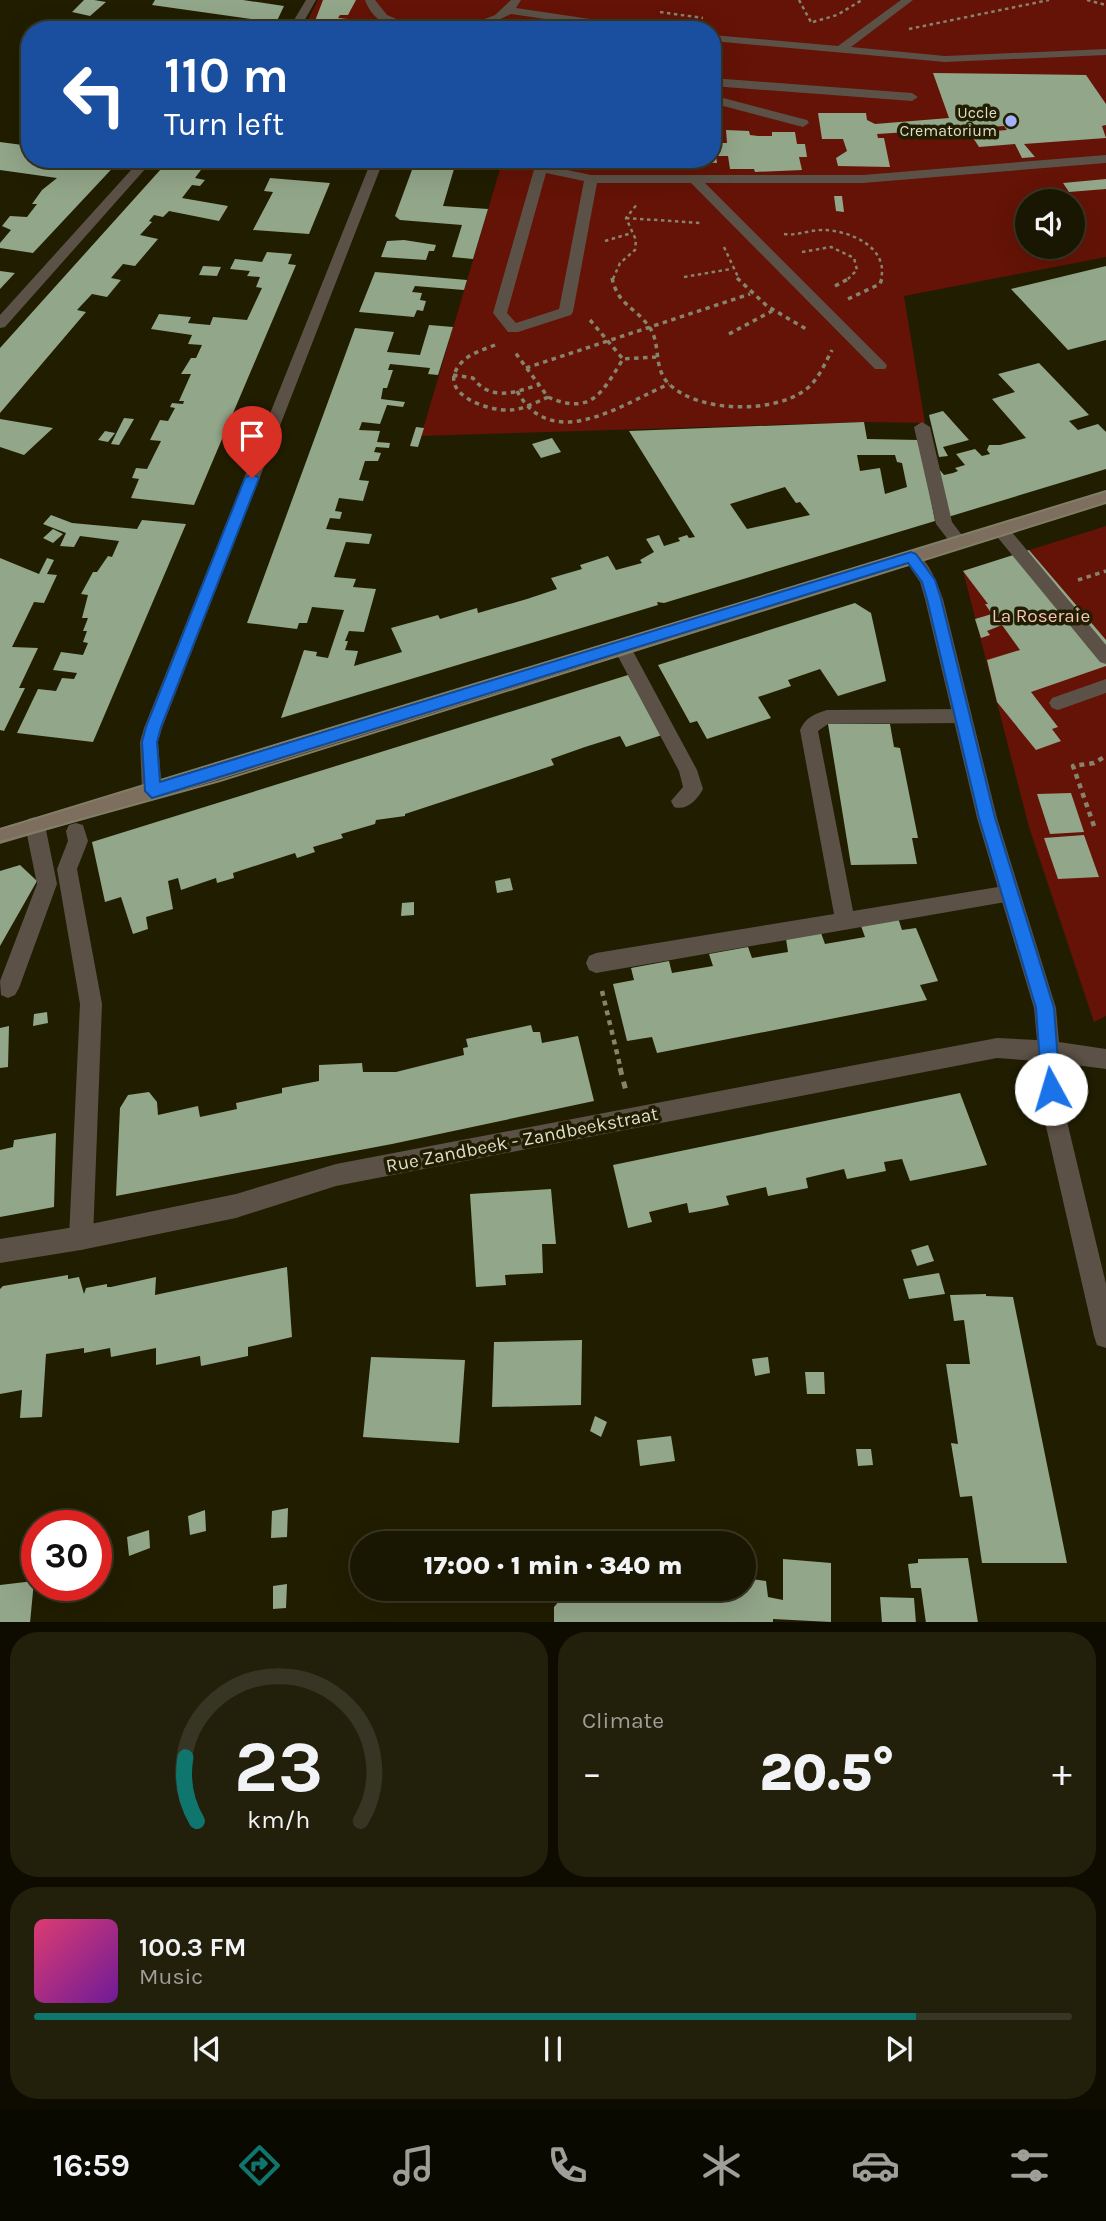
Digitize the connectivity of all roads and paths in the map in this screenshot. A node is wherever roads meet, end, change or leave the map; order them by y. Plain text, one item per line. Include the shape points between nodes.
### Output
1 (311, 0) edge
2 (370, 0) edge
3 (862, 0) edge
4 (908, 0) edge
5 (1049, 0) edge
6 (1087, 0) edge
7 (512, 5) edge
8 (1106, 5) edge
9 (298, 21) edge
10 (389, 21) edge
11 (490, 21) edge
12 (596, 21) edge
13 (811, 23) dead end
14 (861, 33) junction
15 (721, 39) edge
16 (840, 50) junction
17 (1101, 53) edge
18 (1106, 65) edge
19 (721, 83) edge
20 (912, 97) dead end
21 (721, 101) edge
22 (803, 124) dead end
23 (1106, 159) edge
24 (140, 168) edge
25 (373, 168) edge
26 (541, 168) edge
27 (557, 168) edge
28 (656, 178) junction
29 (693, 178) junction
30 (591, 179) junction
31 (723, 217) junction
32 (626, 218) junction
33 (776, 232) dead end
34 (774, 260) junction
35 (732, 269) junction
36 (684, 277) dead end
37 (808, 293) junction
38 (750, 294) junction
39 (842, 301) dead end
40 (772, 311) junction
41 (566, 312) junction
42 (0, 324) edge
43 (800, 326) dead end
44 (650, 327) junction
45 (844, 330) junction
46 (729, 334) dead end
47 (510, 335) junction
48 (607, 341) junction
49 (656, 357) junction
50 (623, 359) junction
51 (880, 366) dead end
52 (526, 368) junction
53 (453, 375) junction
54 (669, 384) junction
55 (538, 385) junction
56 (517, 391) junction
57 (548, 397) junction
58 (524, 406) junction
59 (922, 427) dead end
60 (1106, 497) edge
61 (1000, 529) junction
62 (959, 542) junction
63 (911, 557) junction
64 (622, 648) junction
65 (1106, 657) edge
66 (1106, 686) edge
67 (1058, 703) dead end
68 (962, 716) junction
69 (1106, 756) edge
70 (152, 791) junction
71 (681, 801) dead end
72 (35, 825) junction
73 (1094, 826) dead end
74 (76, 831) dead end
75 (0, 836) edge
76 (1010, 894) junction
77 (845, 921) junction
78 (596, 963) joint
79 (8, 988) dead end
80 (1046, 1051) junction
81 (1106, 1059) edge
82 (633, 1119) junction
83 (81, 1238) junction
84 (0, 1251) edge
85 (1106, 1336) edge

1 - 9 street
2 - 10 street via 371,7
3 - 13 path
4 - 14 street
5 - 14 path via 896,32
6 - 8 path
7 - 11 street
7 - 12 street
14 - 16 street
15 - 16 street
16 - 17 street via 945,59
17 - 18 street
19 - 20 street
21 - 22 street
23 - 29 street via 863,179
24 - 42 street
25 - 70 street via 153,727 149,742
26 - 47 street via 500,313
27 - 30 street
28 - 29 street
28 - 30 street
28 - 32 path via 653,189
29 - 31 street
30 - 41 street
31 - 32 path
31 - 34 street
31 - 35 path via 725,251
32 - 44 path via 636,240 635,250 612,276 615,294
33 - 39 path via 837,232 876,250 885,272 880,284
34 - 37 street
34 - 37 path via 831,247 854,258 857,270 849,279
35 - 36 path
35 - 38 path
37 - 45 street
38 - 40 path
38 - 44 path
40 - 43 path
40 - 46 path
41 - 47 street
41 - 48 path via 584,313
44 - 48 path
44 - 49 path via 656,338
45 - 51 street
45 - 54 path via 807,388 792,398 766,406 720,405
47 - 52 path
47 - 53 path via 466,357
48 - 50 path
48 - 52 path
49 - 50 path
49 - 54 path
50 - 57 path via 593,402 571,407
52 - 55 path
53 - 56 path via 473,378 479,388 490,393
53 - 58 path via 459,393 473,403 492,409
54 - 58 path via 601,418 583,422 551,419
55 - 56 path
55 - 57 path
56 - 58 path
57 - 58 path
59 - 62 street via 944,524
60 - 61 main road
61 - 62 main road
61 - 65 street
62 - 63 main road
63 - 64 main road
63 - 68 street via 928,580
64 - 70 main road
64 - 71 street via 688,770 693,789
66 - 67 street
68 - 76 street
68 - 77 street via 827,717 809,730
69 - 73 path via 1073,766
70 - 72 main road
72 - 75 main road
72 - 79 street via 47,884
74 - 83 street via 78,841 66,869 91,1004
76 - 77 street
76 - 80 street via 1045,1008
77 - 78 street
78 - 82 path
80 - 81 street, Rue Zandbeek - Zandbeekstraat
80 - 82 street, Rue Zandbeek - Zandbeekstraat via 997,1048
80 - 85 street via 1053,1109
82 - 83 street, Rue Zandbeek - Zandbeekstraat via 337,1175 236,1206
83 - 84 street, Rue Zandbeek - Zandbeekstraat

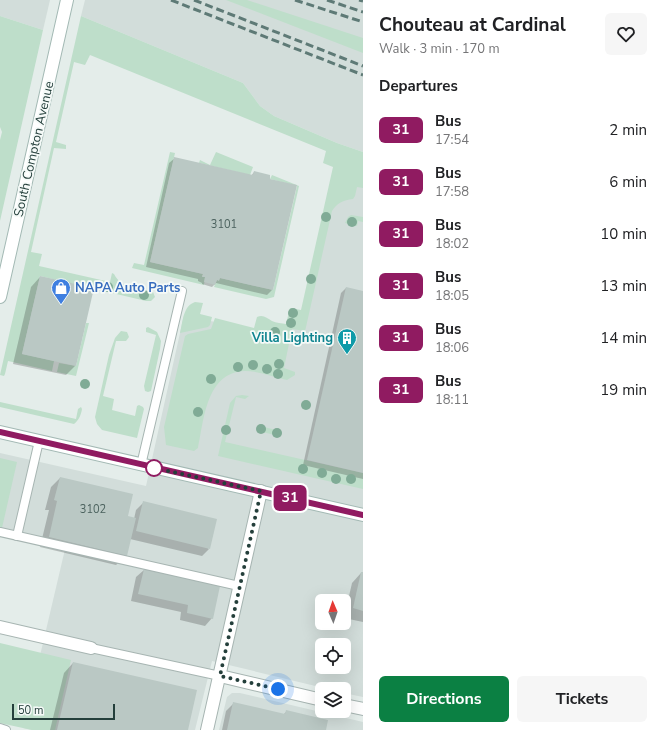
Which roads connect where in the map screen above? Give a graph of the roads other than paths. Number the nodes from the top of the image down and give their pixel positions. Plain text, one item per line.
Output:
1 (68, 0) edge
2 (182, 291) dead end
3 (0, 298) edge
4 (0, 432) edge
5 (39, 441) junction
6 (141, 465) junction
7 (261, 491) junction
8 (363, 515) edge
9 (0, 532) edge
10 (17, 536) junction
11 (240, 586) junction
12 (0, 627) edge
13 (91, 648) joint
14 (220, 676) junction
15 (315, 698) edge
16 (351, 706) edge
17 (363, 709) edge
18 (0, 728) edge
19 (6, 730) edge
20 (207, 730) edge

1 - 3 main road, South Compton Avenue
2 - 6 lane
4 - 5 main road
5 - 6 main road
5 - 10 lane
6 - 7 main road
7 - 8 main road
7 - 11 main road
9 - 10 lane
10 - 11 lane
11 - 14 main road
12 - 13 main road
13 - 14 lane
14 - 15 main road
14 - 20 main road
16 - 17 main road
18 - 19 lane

**Directions for this task**. Go through the entries. Report every line that contains the word "roads".

**Solution for this task**.
Digitize the connectivity of all roads and paths in the map in this screenshot. A node is wherever roads meet, end, change or leave the map; order them by y. Plain text, one item per line. Include the shape points between nodes.
Which roads connect where in the map screen above? Give a graph of the roads other than paths. Number the nodes from the top of the image down and give their pixel positions. Plain text, one item per line.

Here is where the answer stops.